Preach in such a way that your faithful listeners deeply hope that what you are saying is true. I don’t mean a long-shot kind of hope like, “I hope I win the lottery.” Nor do I mean a wishful thinking, inauthentic, contrived, pretending kind of hope that’s trying harder to fit in and not disappoint the group than basking in the beauty. No, I’m talking about a hope that’s more like, “YES! I knew it was so, it MUST be so!” I’m talking about preaching that is true, good, and beautiful–preaching that deliberately and honestly aims directly at the affections of the listener. How?

In a recent conversation with a close friend, he spoke of the drama of the dogma. Dogma can be a scary word that is most often used in negative ways: “He’s so dogmatic!” isn’t a compliment. The word, more neutrally, or even positively, simply refers to authoritative teaching. Or better, the core teachings that are essential to whatever worldview you may be studying.

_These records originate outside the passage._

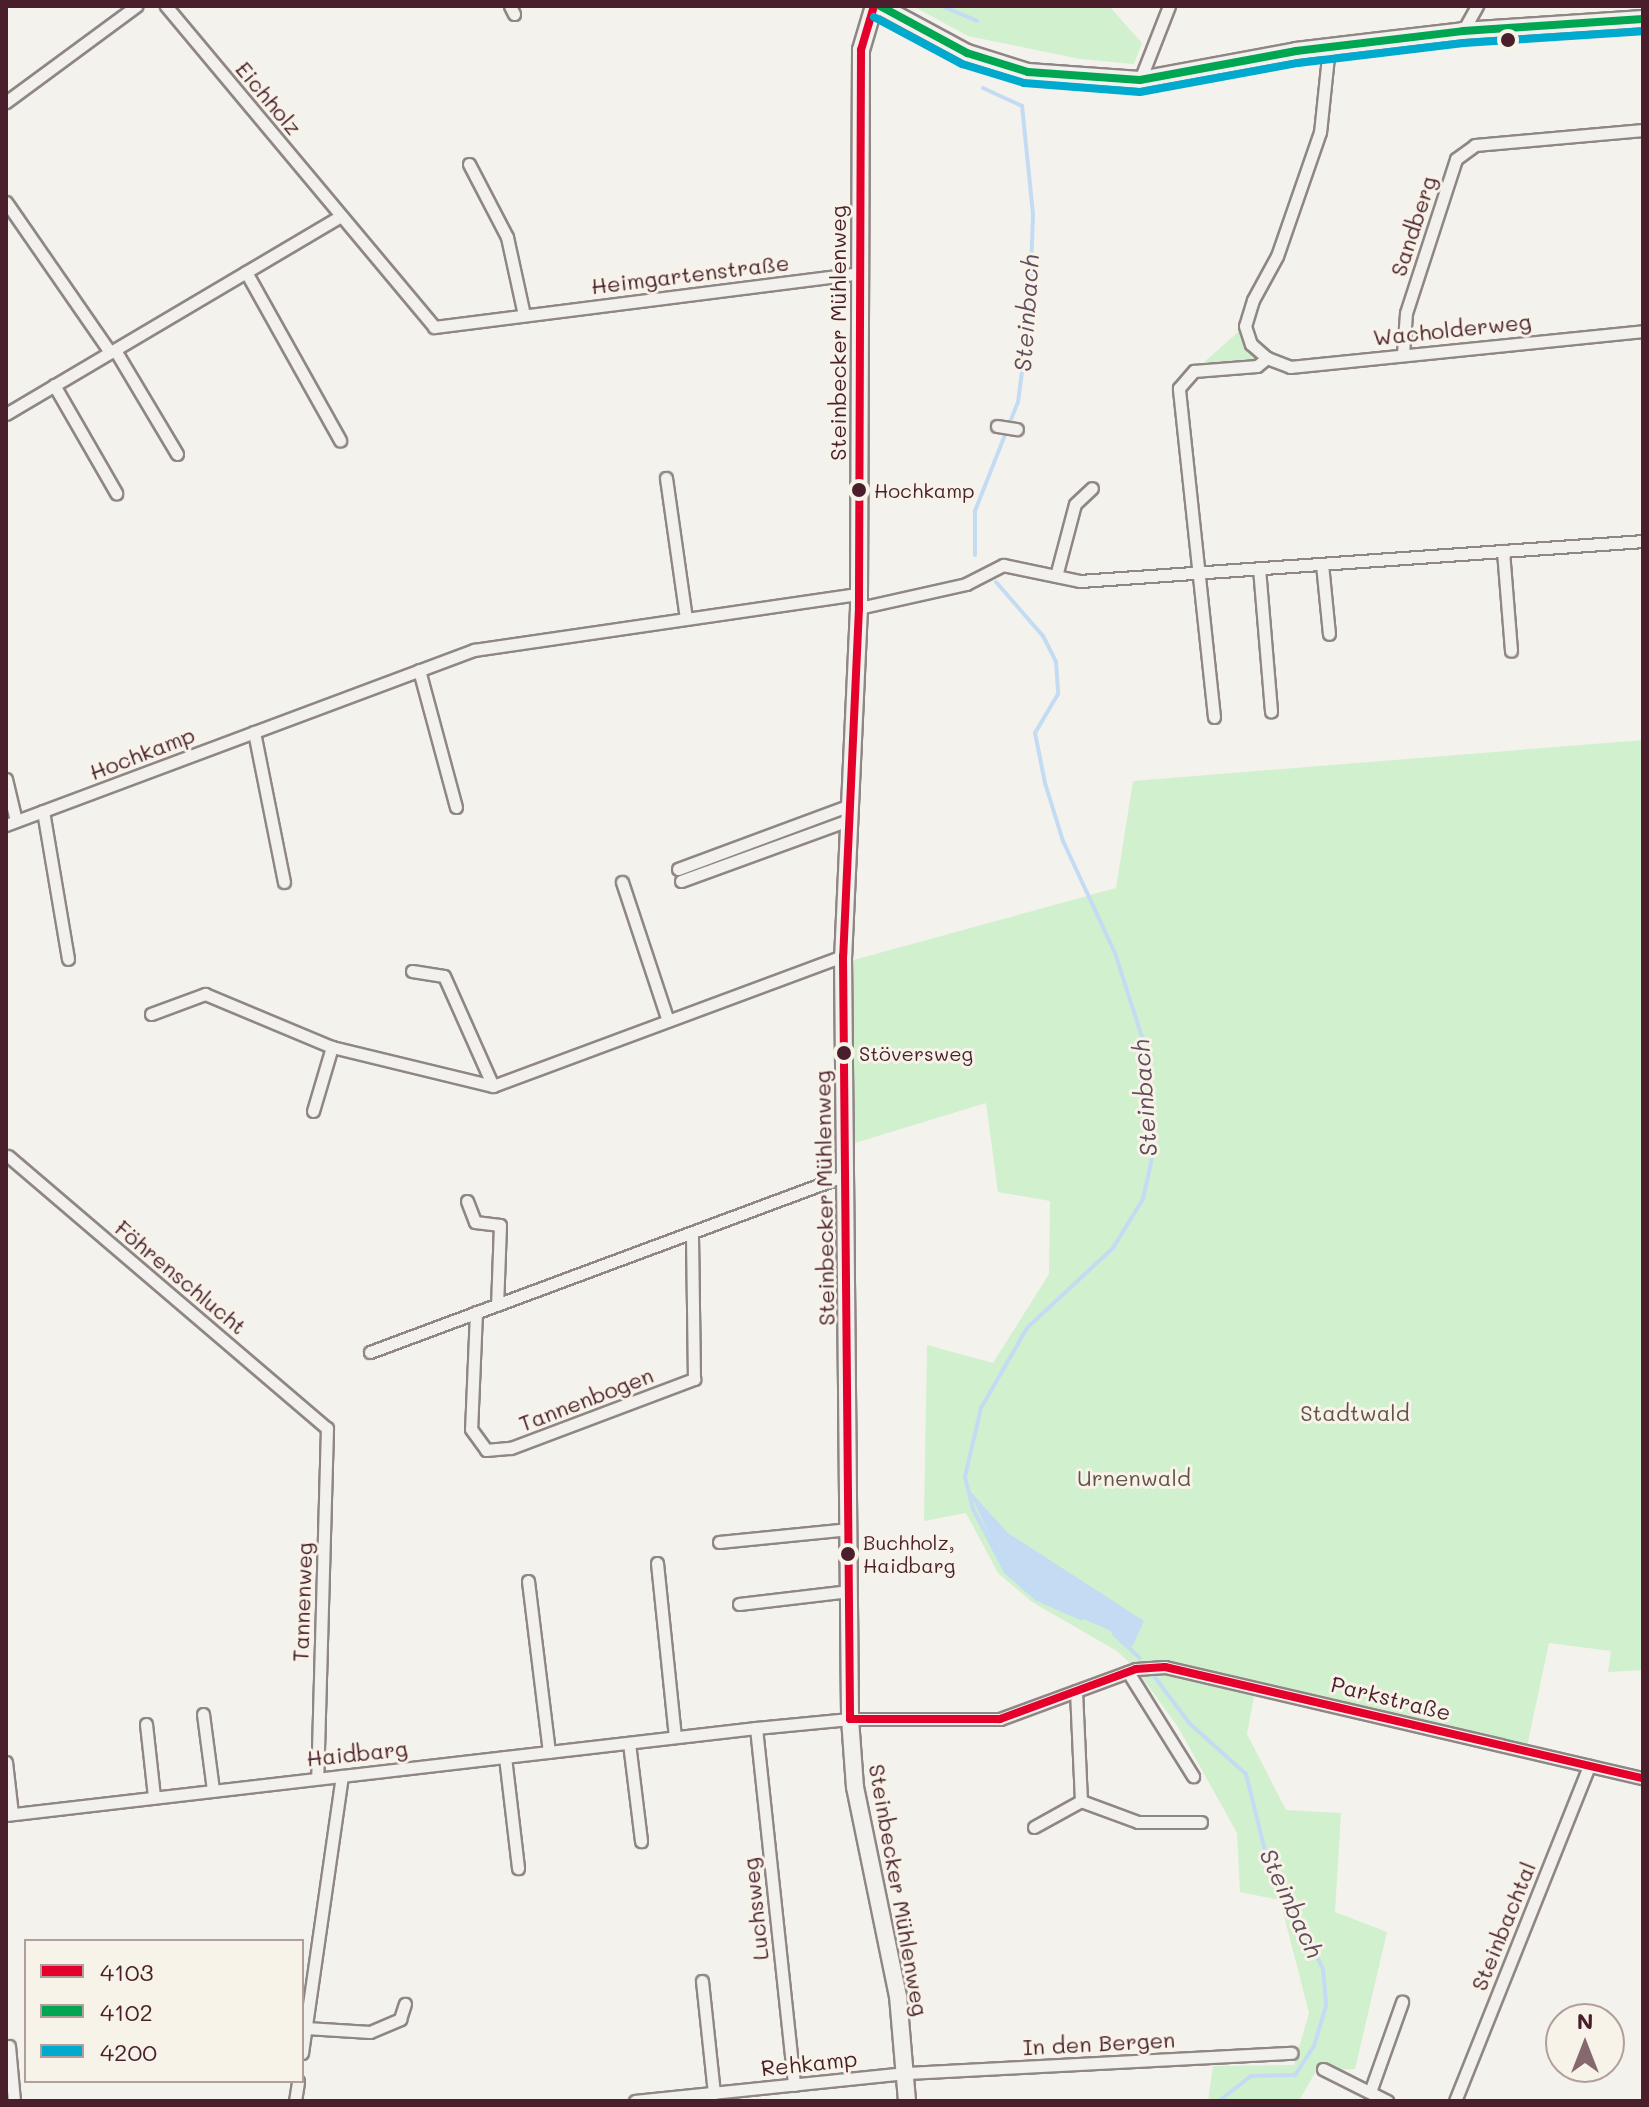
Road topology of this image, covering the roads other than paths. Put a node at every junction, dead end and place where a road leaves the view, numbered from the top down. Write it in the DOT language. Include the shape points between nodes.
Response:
graph roads {
  1 [pos="136,6"];
  2 [pos="166,6"];
  3 [pos="877,6"];
  4 [pos="1169,6"];
  5 [pos="1477,6"];
  6 [pos="1643,19"];
  7 [pos="1463,31"];
  8 [pos="1329,47"];
  9 [pos="1140,80"];
  10 [pos="6,102"];
  11 [pos="1643,130"];
  12 [pos="469,164"];
  13 [pos="6,202"];
  14 [pos="341,216"];
  15 [pos="246,272"];
  16 [pos="860,273"];
  17 [pos="524,315"];
  18 [pos="1643,331"];
  19 [pos="112,351"];
  20 [pos="1403,354"];
  21 [pos="1267,358"];
  22 [pos="54,385"];
  23 [pos="6,414"];
  24 [pos="997,426"];
  25 [pos="1017,429"];
  26 [pos="340,440"];
  27 [pos="177,454"];
  28 [pos="666,478"];
  29 [pos="1092,488"];
  30 [pos="116,493"];
  31 [pos="1643,541"];
  32 [pos="1503,551"];
  33 [pos="1322,564"];
  34 [pos="1259,568"];
  35 [pos="1200,572"];
  36 [pos="1056,576"];
  37 [pos="859,601"];
  38 [pos="686,619"];
  39 [pos="1329,634"];
  40 [pos="1511,651"];
  41 [pos="419,670"];
  42 [pos="1271,711"];
  43 [pos="1214,717"];
  44 [pos="254,732"];
  45 [pos="6,779"];
  46 [pos="456,807"];
  47 [pos="43,811"];
  48 [pos="850,812"];
  49 [pos="11,823"];
  50 [pos="680,875"];
  51 [pos="284,882"];
  52 [pos="622,882"];
  53 [pos="843,956"];
  54 [pos="68,959"];
  55 [pos="412,971"];
  56 [pos="151,1014"];
  57 [pos="668,1021"];
  58 [pos="332,1047"];
  59 [pos="493,1086"];
  60 [pos="313,1111"];
  61 [pos="8,1156"];
  62 [pos="846,1175"];
  63 [pos="467,1201"];
  64 [pos="692,1233"];
  65 [pos="497,1305"];
  66 [pos="476,1312"];
  67 [pos="370,1352"];
  68 [pos="327,1428"];
  69 [pos="849,1529"];
  70 [pos="719,1542"];
  71 [pos="657,1563"];
  72 [pos="528,1581"];
  73 [pos="849,1591"];
  74 [pos="739,1604"];
  75 [pos="1128,1672"];
  76 [pos="1076,1691"];
  77 [pos="203,1714"];
  78 [pos="850,1719"];
  79 [pos="146,1724"];
  80 [pos="756,1728"];
  81 [pos="675,1737"];
  82 [pos="629,1743"];
  83 [pos="549,1752"];
  84 [pos="505,1757"];
  85 [pos="6,1762"];
  86 [pos="1589,1766"];
  87 [pos="342,1776"];
  88 [pos="1193,1776"];
  89 [pos="317,1777"];
  90 [pos="1643,1778"];
  91 [pos="213,1790"];
  92 [pos="154,1797"];
  93 [pos="1081,1801"];
  94 [pos="9,1815"];
  95 [pos="1201,1822"];
  96 [pos="1034,1827"];
  97 [pos="641,1841"];
  98 [pos="518,1868"];
  99 [pos="702,1981"];
  100 [pos="1402,2002"];
  101 [pos="405,2004"];
  102 [pos="305,2022"];
  103 [pos="9,2046"];
  104 [pos="1291,2053"];
  105 [pos="1323,2069"];
  106 [pos="908,2073"];
  107 [pos="794,2085"];
  108 [pos="1370,2092"];
  109 [pos="714,2093"];
  110 [pos="644,2100"];
  111 [pos="14,2101"];
  112 [pos="635,2101"];
  113 [pos="907,2101"];
  114 [pos="1387,2101"];
  115 [pos="1455,2101"];
  1 -- 10 [label="street"];
  2 -- 14 [label="street, Eichholz"];
  3 -- 9 [label="street" via="967,53 1028,72"];
  3 -- 16 [label="street, Steinbecker Mühlenweg" via="861,50"];
  4 -- 9 [label="street"];
  5 -- 7 [label="street"];
  6 -- 7 [label="street"];
  7 -- 8 [label="street"];
  8 -- 9 [label="street"];
  8 -- 21 [label="street" via="1320,132 1277,256 1245,326 1251,344"];
  11 -- 20 [label="street, Sandberg" via="1475,145 1456,159 1406,313"];
  12 -- 17 [label="street" via="507,237"];
  13 -- 19 [label="street"];
  14 -- 15 [label="street"];
  14 -- 17 [label="street, Heimgartenstraße" via="434,327"];
  15 -- 19 [label="street"];
  15 -- 26 [label="street"];
  16 -- 17 [label="street, Heimgartenstraße"];
  16 -- 37 [label="street, Steinbecker Mühlenweg"];
  18 -- 20 [label="street, Wacholderweg"];
  19 -- 22 [label="street"];
  19 -- 27 [label="street"];
  20 -- 21 [label="street, Wacholderweg" via="1290,367"];
  21 -- 35 [label="street, Wacholderweg" via="1257,366 1194,371 1179,388"];
  22 -- 23 [label="street"];
  22 -- 30 [label="street"];
  24 -- 25 [label="street"];
  28 -- 38 [label="street"];
  29 -- 36 [label="street" via="1075,504"];
  31 -- 32 [label="street, Hochkamp"];
  32 -- 33 [label="street, Hochkamp"];
  32 -- 40 [label="street"];
  33 -- 34 [label="street, Hochkamp"];
  33 -- 39 [label="street"];
  34 -- 35 [label="street, Hochkamp"];
  34 -- 42 [label="street"];
  35 -- 36 [label="street, Hochkamp" via="1080,581"];
  35 -- 43 [label="street"];
  36 -- 37 [label="street, Hochkamp" via="1003,565 966,584"];
  37 -- 38 [label="street, Hochkamp"];
  37 -- 48 [label="street, Steinbecker Mühlenweg"];
  38 -- 41 [label="street, Hochkamp" via="474,650"];
  41 -- 44 [label="street, Hochkamp"];
  41 -- 46 [label="street"];
  44 -- 47 [label="street, Hochkamp"];
  44 -- 51 [label="street"];
  45 -- 49 [label="street, Hochkamp"];
  47 -- 49 [label="street, Hochkamp"];
  47 -- 54 [label="street"];
  48 -- 50 [label="street"];
  48 -- 53 [label="street, Steinbecker Mühlenweg"];
  52 -- 57 [label="street"];
  53 -- 57 [label="street"];
  53 -- 62 [label="street, Steinbecker Mühlenweg"];
  55 -- 59 [label="street" via="444,976"];
  56 -- 58 [label="street" via="205,994"];
  57 -- 59 [label="street"];
  58 -- 59 [label="street"];
  58 -- 60 [label="street"];
  61 -- 68 [label="street, Föhrenschlucht"];
  62 -- 64 [label="street"];
  62 -- 69 [label="street, Steinbecker Mühlenweg"];
  63 -- 65 [label="street" via="475,1222 500,1225"];
  64 -- 65 [label="street"];
  64 -- 66 [label="street, Tannenbogen" via="694,1379 511,1448 486,1450 471,1429"];
  65 -- 66 [label="street"];
  66 -- 67 [label="street"];
  68 -- 89 [label="street, Tannenweg"];
  69 -- 70 [label="street"];
  69 -- 73 [label="street, Steinbecker Mühlenweg"];
  71 -- 81 [label="street"];
  72 -- 83 [label="street"];
  73 -- 74 [label="street"];
  73 -- 78 [label="street, Steinbecker Mühlenweg"];
  75 -- 76 [label="street, Parkstraße"];
  75 -- 86 [label="street, Parkstraße" via="1165,1667 1210,1675"];
  75 -- 88 [label="street"];
  76 -- 78 [label="street, Parkstraße" via="1000,1719"];
  76 -- 93 [label="street"];
  77 -- 91 [label="street"];
  78 -- 80 [label="street, Haidbarg"];
  78 -- 106 [label="street, Steinbecker Mühlenweg" via="855,1787"];
  79 -- 92 [label="street"];
  80 -- 81 [label="street, Haidbarg"];
  80 -- 107 [label="street, Luchsweg"];
  81 -- 82 [label="street, Haidbarg"];
  82 -- 83 [label="street, Haidbarg"];
  82 -- 97 [label="street"];
  83 -- 84 [label="street, Haidbarg"];
  84 -- 87 [label="street, Haidbarg"];
  84 -- 98 [label="street"];
  85 -- 94 [label="street"];
  86 -- 90 [label="street, Parkstraße"];
  86 -- 115 [label="street, Steinbachtal"];
  87 -- 89 [label="street, Haidbarg"];
  87 -- 102 [label="street"];
  89 -- 91 [label="street, Haidbarg"];
  91 -- 92 [label="street, Haidbarg"];
  92 -- 94 [label="street, Haidbarg"];
  93 -- 95 [label="street" via="1138,1822"];
  93 -- 96 [label="street"];
  99 -- 109 [label="street"];
  100 -- 108 [label="street"];
  101 -- 102 [label="street" via="400,2019 370,2032"];
  103 -- 111 [label="street"];
  104 -- 106 [label="street, In den Bergen"];
  105 -- 108 [label="street"];
  106 -- 107 [label="street, Rehkamp"];
  106 -- 113 [label="street, Steinbecker Mühlenweg"];
  107 -- 109 [label="street, Rehkamp"];
  108 -- 114 [label="street"];
  109 -- 110 [label="street, Rehkamp"];
  110 -- 112 [label="street, Rehkamp"];
}
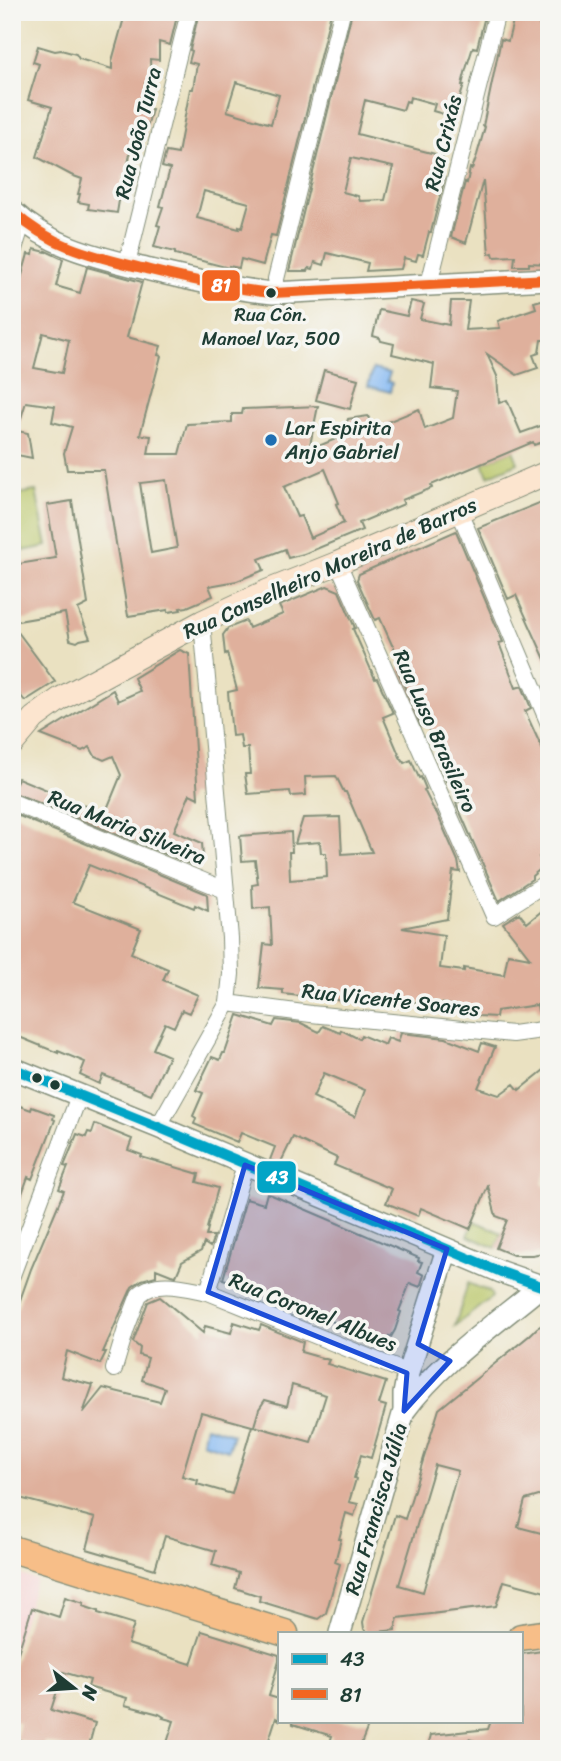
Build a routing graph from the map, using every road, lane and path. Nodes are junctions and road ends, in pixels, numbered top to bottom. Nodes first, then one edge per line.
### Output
1 (189, 12) edge
2 (342, 12) edge
3 (497, 12) edge
4 (18, 216) edge
5 (12, 255) edge
6 (127, 264) junction
7 (276, 279) dead end
8 (549, 279) edge
9 (429, 284) junction
10 (549, 472) edge
11 (459, 511) junction
12 (338, 563) junction
13 (202, 622) junction
14 (549, 724) edge
15 (12, 744) edge
16 (12, 802) edge
17 (549, 881) edge
18 (225, 890) junction
19 (229, 1003) junction
20 (549, 1028) edge
21 (12, 1068) edge
22 (79, 1096) junction
23 (158, 1127) junction
24 (245, 1165) junction
25 (447, 1249) junction
26 (12, 1275) edge
27 (545, 1283) edge
28 (208, 1292) junction
29 (418, 1341) junction
30 (450, 1361) junction
31 (114, 1369) dead end
32 (408, 1373) junction
33 (404, 1411) junction
34 (12, 1549) edge
35 (282, 1632) edge
36 (341, 1632) edge
37 (549, 1633) edge
38 (522, 1637) edge

1 - 6 street, Rua João Turra
2 - 7 street
3 - 9 street, Rua Crixás
4 - 5 street
4 - 6 street
6 - 9 street
8 - 9 street
10 - 11 main road, Rua Conselheiro Moreira de Barros
11 - 12 main road, Rua Conselheiro Moreira de Barros
11 - 14 street
12 - 13 main road, Rua Conselheiro Moreira de Barros
12 - 17 street, Rua Luso Brasileiro
13 - 15 main road, Rua Conselheiro Moreira de Barros
13 - 18 street
16 - 18 street, Rua Maria Silveira
18 - 19 street
19 - 20 street, Rua Vicente Soares
19 - 23 street
21 - 22 street
22 - 23 street
22 - 26 street
23 - 24 street
24 - 25 street
24 - 28 street, Rua Coronel Albues
25 - 27 street
25 - 29 street
27 - 30 street, Rua Francisca Júlia
28 - 31 street
28 - 32 street, Rua Coronel Albues
29 - 30 street
29 - 32 street
30 - 33 street, Rua Francisca Júlia
32 - 33 street
33 - 36 street, Rua Francisca Júlia
34 - 35 main road
37 - 38 main road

My friend reminded me of an excellent essay by Dorothy L. Sayers entitled, The Dogma is the Drama. She argues that if you want to strip Christianity of its essential teachings in order to not offend folks, you will strip it of its tension, its beauty, its drama. You’ll make it boring and sentimental, and completely irrelevant. Better to put it on display as it really is so that if it is rejected (as it often is), at least folks rejected it for better reasons. And for those who don’t reject it–they will be infinitely better off!

Here’s a quote. The essay is worth reading in its entirety:

It is the dog­ma that is the dra­ma — not beau­ti­ful phras­es, nor com­fort­ing sen­ti­ments, nor vague aspi­ra­tions to lov­ingkind­ness and uplift, nor the promise of some­thing nice after death — but the ter­ri­fy­ing asser­tion that the same God who made the world, lived in the world and passed through the grave and gate of death. Show that to the he­athen, and they may not believe it; but at least they may real­ize that here is some­thing that a man might be glad to believe.

Dorothy L. Sayers, “The Dogma is the Drama” in The Whimsical Christian, 27-28.